Originally published at deepu.tech.
This is a multi-part series where I'll be talking about concurrency in modern programming languages and will be building and benchmarking a concurrent web server, inspired by the example from the Rust book, in popular languages like Rust, Go, JavaScript (NodeJS), TypeScript (Deno), Kotlin and Java to compare concurrency and its performance between these languages/platforms. The chapters of this series are as below.
- Introduction
- Concurrent web server in Rust
- Concurrent web server in Golang
- Concurrent web server in JavaScript with NodeJS
- Concurrent web server in TypeScript with Deno
- Concurrent web server in Java with JVM
- Comparison and conclusion of benchmarks
Concurrency in Java
The Java programming language and the Java virtual machine (JVM) have been designed to support concurrent programming, and all execution takes place in the context of threads
- Wikipedia
Java had support for concurrent programming from its early days.

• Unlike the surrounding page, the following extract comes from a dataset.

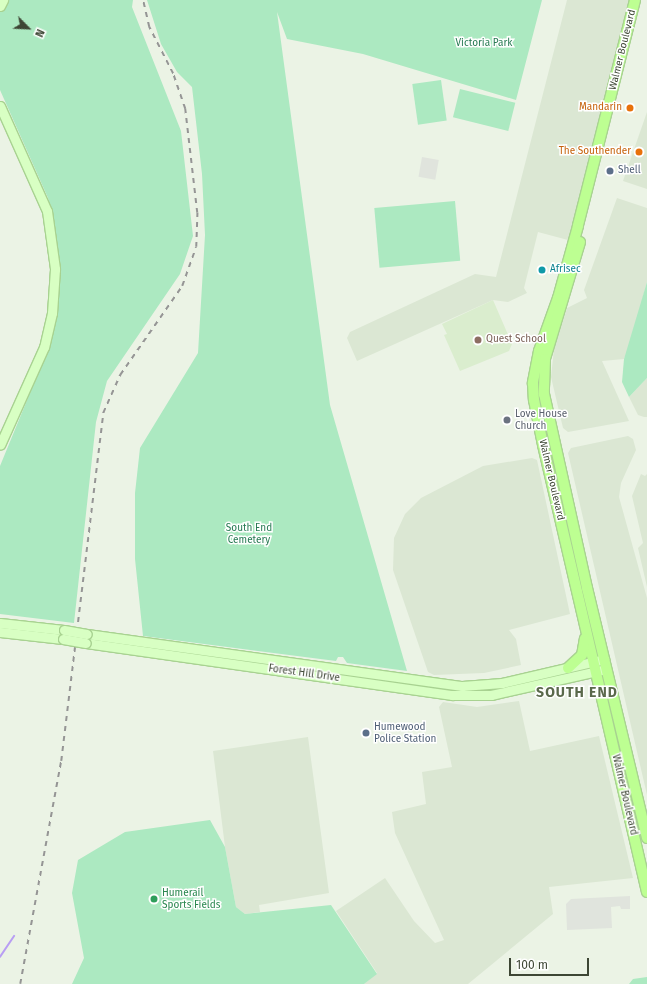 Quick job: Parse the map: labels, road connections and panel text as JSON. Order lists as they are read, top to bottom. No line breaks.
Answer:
{"streets":{"main road":["Walmer Boulevard"],"street":["Forest Hill Drive"]},"crossings":[["Walmer Boulevard","Forest Hill Drive"]],"districts":["SOUTH END"],"parks":["Victoria Park","South End Cemetery"],"places":["Mandarin","The Southender","Shell","Afrisec","Quest School","Love House Church","Humewood Police Station","Humerail Sports Fields"],"scale_bar":"100 m","north":"bottom right"} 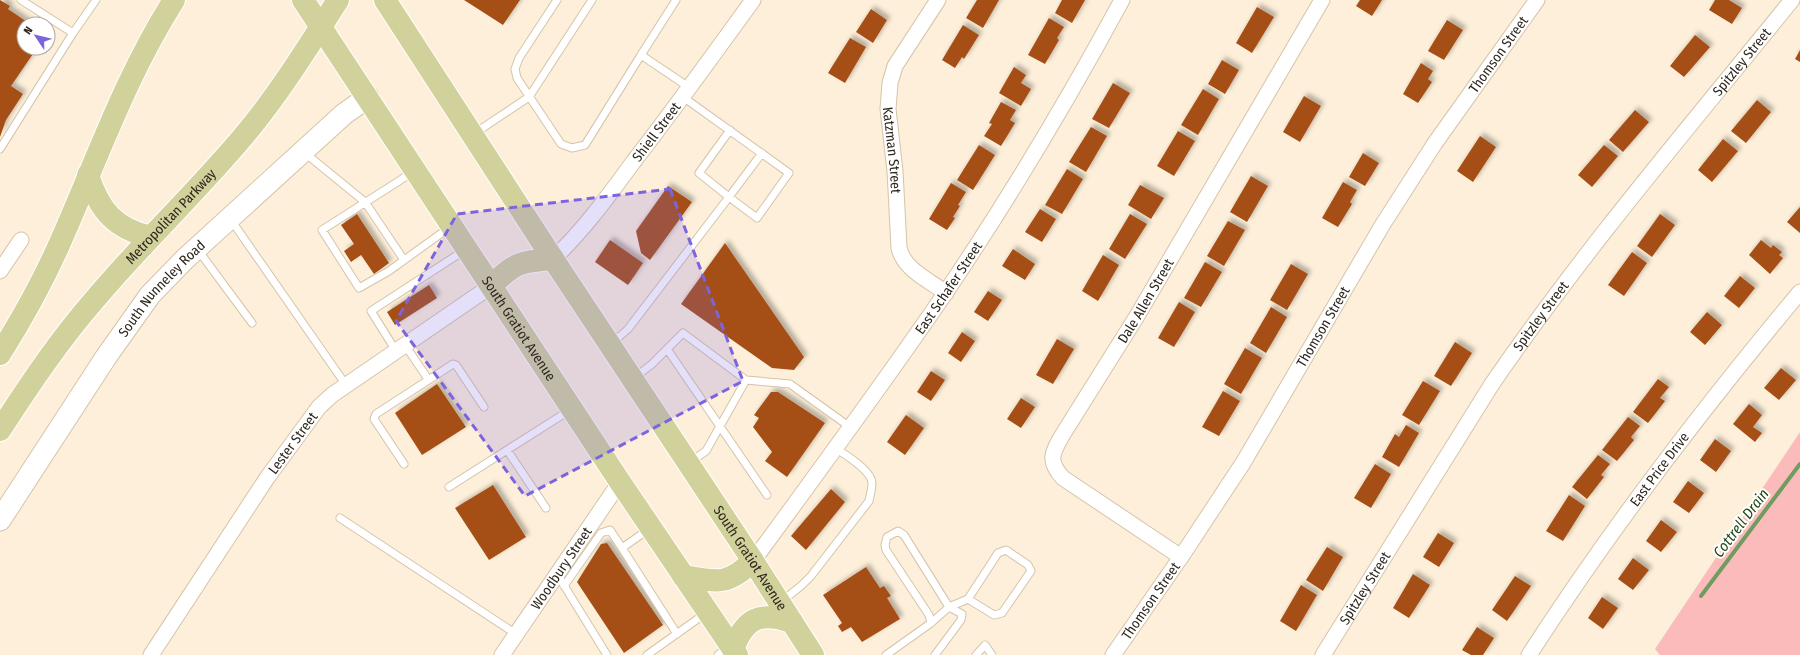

Prior to Java 1.1 it even had support for green threads (virtual threads). Spoiler Alert! It's coming back again with Project Loom.
Concurrent programming has always been at the core of Java as it was aimed at multi-threaded and multi-core CPUs. While not as simple as goroutines
to use, it was powerful and flexible for almost any use case. While powerful, it's also quite complex especially when you have to access data between threads since the default mechanism in Java, due to its OOP roots, is to use shared state concurrency by synchronizing the threads.
Threads are at the core of concurrent & asynchronous programming in Java. From JDK 1.1 onwards these threads would map 1:1 to OS threads. Due to its early inception, the ecosystem has really mature libraries as well, from HTTP servers to concurrent message processors and so on. Asynchronous programming caught up a bit late in Java, the building blocks were there but it was practically useable only from Java 8, but it has matured as well and now has a great ecosystem with support for reactive programming and asynchronous concurrency.
Java 8 bought a lot of improvements and simplifications to make it easier to do concurrency. For example, standard Java APIs like the Stream API even provides a way to do parallel processing easily by just invoking a method call on complex and CPU intensive pipelines.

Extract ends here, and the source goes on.